That makes your notion of register endian-ness an illusion. It sits
between your ears rather than inside the CPU cabinet.
> When I reference a string in PL/I as '0000000000000010'B this is stored
> in memory with the leftmost bit in the lowest location and proceeding from
Yep. That's fine. First = left in that presentation convention.
And it's a perfectly sensible convention. But it's neither big-endian
nor little-endian. It's a display convention.
> Strings are therefore stored in a Big endian fashion, provided you agree
> to call the leftmost bit the most significant, and this is the generally
> accepted view.
No. It is not. Bits within strings do not have significance. They
have positions. Bits within integers do not have positions. They
When you treat a bit string as an integer, you have essentially two
ways to map significance to position. Big endian and little endian.
Note also that with respect to character strings, there are two obvious
choices for the first bit in the string: The MSB of the first byte or
the LSB of the first byte. On little-endian systems, implementing bit
strings on byte arrays, you will likely take the low order bit of the
first byte as the first bit in the string.
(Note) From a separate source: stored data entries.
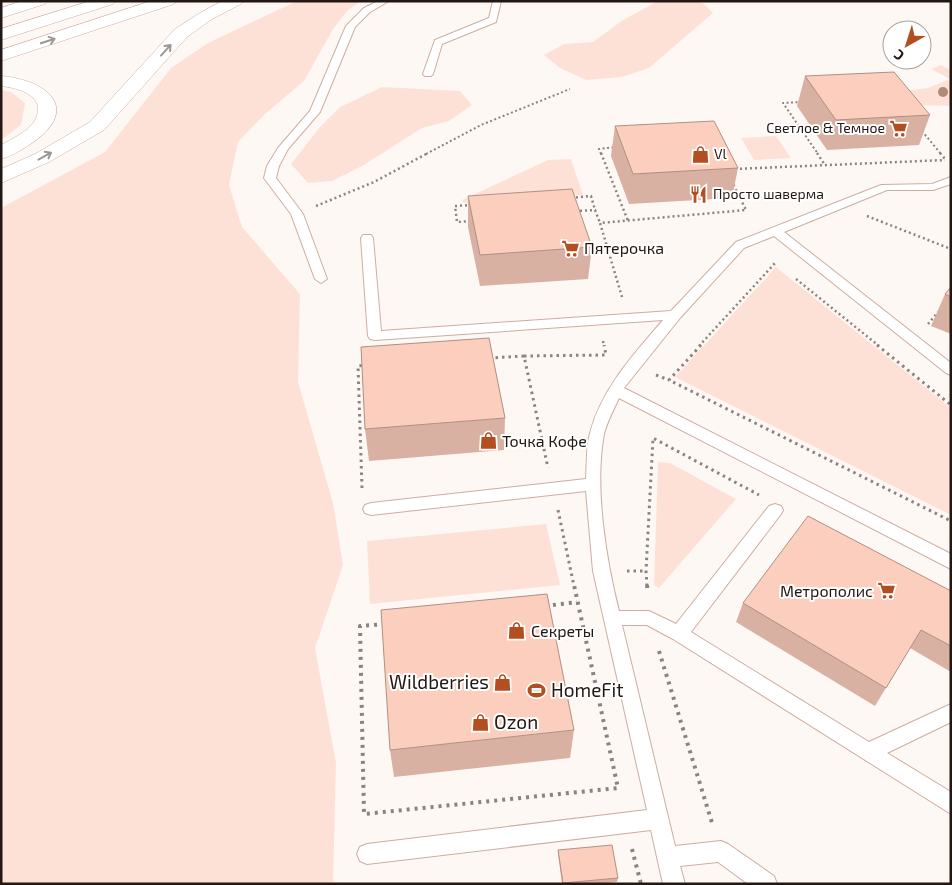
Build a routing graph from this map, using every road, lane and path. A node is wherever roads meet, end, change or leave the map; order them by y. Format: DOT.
graph roads {
  1 [pos="39,1"];
  2 [pos="107,1"];
  3 [pos="168,1"];
  4 [pos="235,1"];
  5 [pos="385,1"];
  6 [pos="496,1"];
  7 [pos="1,13"];
  8 [pos="1,35"];
  9 [pos="1,56"];
  10 [pos="428,74"];
  11 [pos="1,81"];
  12 [pos="570,89"];
  13 [pos="811,101"];
  14 [pos="916,124"];
  15 [pos="619,147"];
  16 [pos="1,153"];
  17 [pos="945,159"];
  18 [pos="825,165"];
  19 [pos="727,170"];
  20 [pos="1,177"];
  21 [pos="730,178"];
  22 [pos="949,181"];
  23 [pos="933,187"];
  24 [pos="951,194"];
  25 [pos="562,198"];
  26 [pos="474,204"];
  27 [pos="840,206"];
  28 [pos="595,210"];
  29 [pos="575,212"];
  30 [pos="297,214"];
  31 [pos="477,220"];
  32 [pos="628,221"];
  33 [pos="600,223"];
  34 [pos="776,230"];
  35 [pos="368,238"];
  36 [pos="951,249"];
  37 [pos="776,262"];
  38 [pos="791,274"];
  39 [pos="321,279"];
  40 [pos="623,300"];
  41 [pos="939,311"];
  42 [pos="675,314"];
  43 [pos="927,326"];
  44 [pos="484,358"];
  45 [pos="367,365"];
  46 [pos="951,370"];
  47 [pos="615,390"];
  48 [pos="951,405"];
  49 [pos="593,484"];
  50 [pos="554,488"];
  51 [pos="362,493"];
  52 [pos="770,504"];
  53 [pos="371,509"];
  54 [pos="951,520"];
  55 [pos="951,562"];
  56 [pos="577,602"];
  57 [pos="537,607"];
  58 [pos="612,618"];
  59 [pos="649,618"];
  60 [pos="389,623"];
  61 [pos="678,634"];
  62 [pos="951,713"];
  63 [pos="868,752"];
  64 [pos="951,804"];
  65 [pos="660,819"];
  66 [pos="721,851"];
  67 [pos="367,854"];
  68 [pos="668,856"];
  69 [pos="674,884"];
  70 [pos="766,884"];
  1 -- 7 [label="main road"];
  2 -- 8 [label="main road"];
  9 -- 3 [label="main road, one-way"];
  20 -- 4 [label="main road, one-way"];
  5 -- 30 [label="lane"];
  6 -- 10 [label="lane"];
  11 -- 16 [label="main road"];
  12 -- 30 [label="path"];
  13 -- 18 [label="path"];
  14 -- 17 [label="path"];
  15 -- 32 [label="path"];
  17 -- 18 [label="path"];
  17 -- 22 [label="path"];
  18 -- 19 [label="path"];
  21 -- 32 [label="path"];
  22 -- 23 [label="lane"];
  23 -- 24 [label="lane"];
  23 -- 27 [label="lane"];
  25 -- 28 [label="path"];
  26 -- 31 [label="path"];
  27 -- 34 [label="lane"];
  27 -- 36 [label="path"];
  28 -- 29 [label="path"];
  28 -- 33 [label="path"];
  30 -- 39 [label="lane"];
  32 -- 33 [label="path"];
  33 -- 40 [label="path"];
  34 -- 42 [label="lane"];
  34 -- 46 [label="lane"];
  35 -- 42 [label="lane"];
  37 -- 54 [label="path"];
  38 -- 48 [label="path"];
  41 -- 43 [label="path"];
  42 -- 47 [label="lane"];
  44 -- 50 [label="path"];
  45 -- 51 [label="path"];
  47 -- 49 [label="lane"];
  47 -- 55 [label="lane"];
  49 -- 50 [label="lane"];
  49 -- 58 [label="lane"];
  50 -- 53 [label="lane"];
  50 -- 56 [label="path"];
  52 -- 59 [label="path"];
  52 -- 61 [label="lane"];
  56 -- 57 [label="path"];
  56 -- 60 [label="path"];
  58 -- 59 [label="lane"];
  58 -- 65 [label="lane"];
  59 -- 61 [label="lane"];
  59 -- 66 [label="path"];
  61 -- 63 [label="lane"];
  62 -- 63 [label="lane"];
  63 -- 64 [label="lane"];
  65 -- 67 [label="lane"];
  65 -- 68 [label="lane"];
  66 -- 68 [label="lane"];
  66 -- 70 [label="lane"];
  68 -- 69 [label="lane"];
}
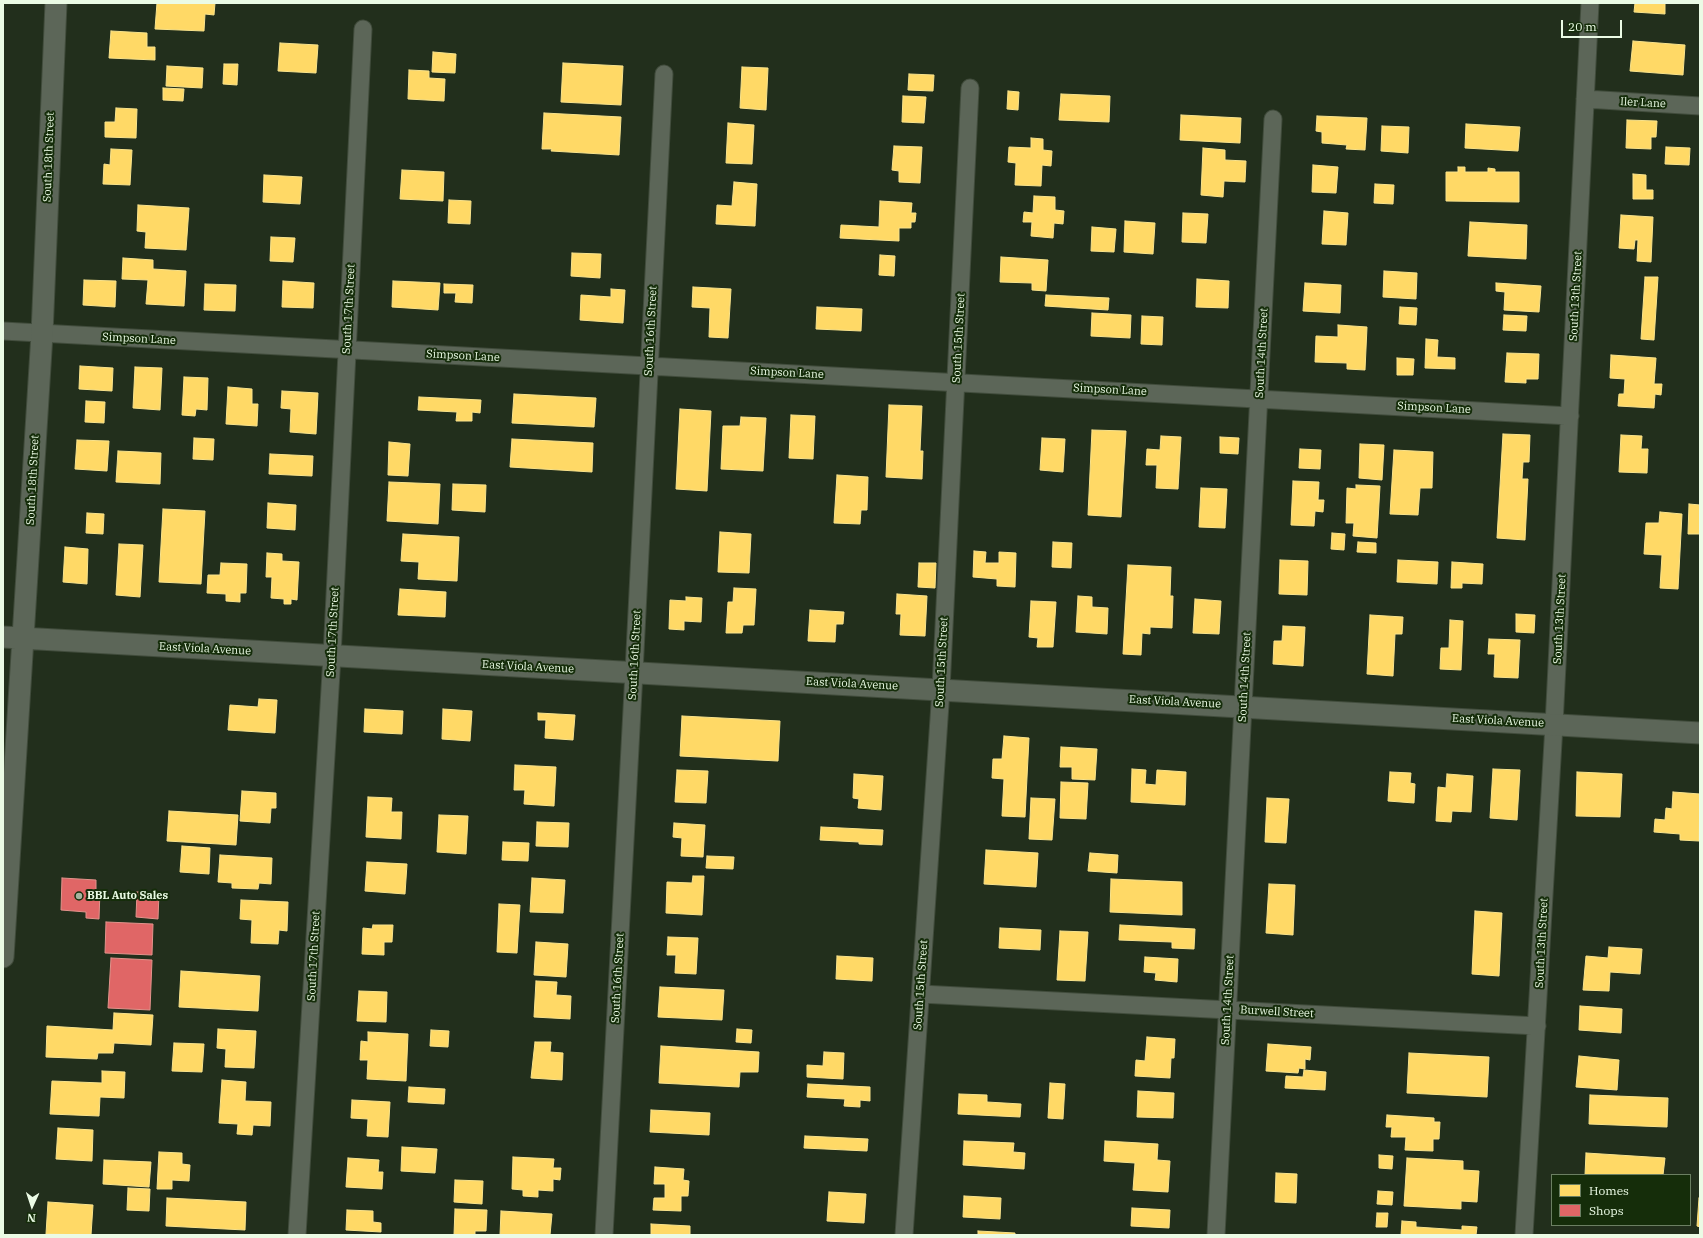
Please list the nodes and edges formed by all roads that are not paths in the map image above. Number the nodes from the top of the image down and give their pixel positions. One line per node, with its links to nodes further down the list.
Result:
1 (56, 3): 10 (street, South 18th Street)
2 (1590, 3): 6 (street, South 13th Street)
3 (363, 29): 11 (street, South 17th Street)
4 (664, 74): 12 (street, South 16th Street)
5 (970, 88): 13 (street, South 15th Street)
6 (1585, 99): 7 (street, Iler Lane); 15 (street, South 13th Street)
7 (1700, 106)
8 (1273, 119): 14 (street, South 14th Street)
9 (3, 331): 10 (street, Simpson Lane)
10 (42, 334): 11 (street, Simpson Lane); 17 (street, South 18th Street)
11 (347, 351): 12 (street, Simpson Lane); 18 (street, South 17th Street)
12 (650, 365): 13 (street, Simpson Lane); 19 (street, South 16th Street)
13 (957, 382): 14 (street, Simpson Lane); 20 (street, South 15th Street)
14 (1260, 398): 15 (street, Simpson Lane); 21 (street, South 14th Street)
15 (1570, 416): 22 (street, South 13th Street)
16 (3, 637): 17 (street, East Viola Avenue)
17 (24, 638): 18 (street, East Viola Avenue); 24 (street, South 18th Street)
18 (332, 656): 19 (street, East Viola Avenue); 28 (street, South 17th Street)
19 (634, 672): 20 (street, East Viola Avenue); 29 (street, South 16th Street)
20 (941, 689): 21 (street, East Viola Avenue); 25 (street, South 15th Street)
21 (1243, 706): 22 (street, East Viola Avenue); 26 (street, South 14th Street)
22 (1554, 725): 23 (street, East Viola Avenue); 27 (street, South 13th Street)
23 (1700, 733)
24 (3, 957)
25 (921, 994): 26 (street, Burwell Street); 30 (street, South 15th Street)
26 (1228, 1010): 27 (street, Burwell Street); 31 (street, South 14th Street)
27 (1537, 1026): 32 (street, South 13th Street)
28 (297, 1235)
29 (604, 1235)
30 (904, 1235)
31 (1216, 1235)
32 (1524, 1235)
On big-endian systems,
implementing bit strings on byte arrays, you will likely take the high
order bit of the first byte as the first bit in the string.
It is interesting that you claim that the most signifant bit in a
VAX character string the least significant bit in the first byte of
> Strings can not be practically stored any other way, varying
> strings, for example have a length prefix.
So what you are saying is that, for strings, the first character
in the string goes in the first byte in memory order. Yes, I agree.
But that convention is not what is meant by the term "big-endian".
11/25/2003 3:57:07 PM
Tom Linden wrote:
> In my view, little endian was the wrong decision way back when, but you
> can't change that today and continuing the discussion is pointless and fruitless.
Little endian has advantages though. For instance, if you pass a longword as
an argument that needs a word, the routine will still get its word and just
not look at the extra 2 bytes, and that is possible only in little endian
since the address given for the argument is that of the least significant byte.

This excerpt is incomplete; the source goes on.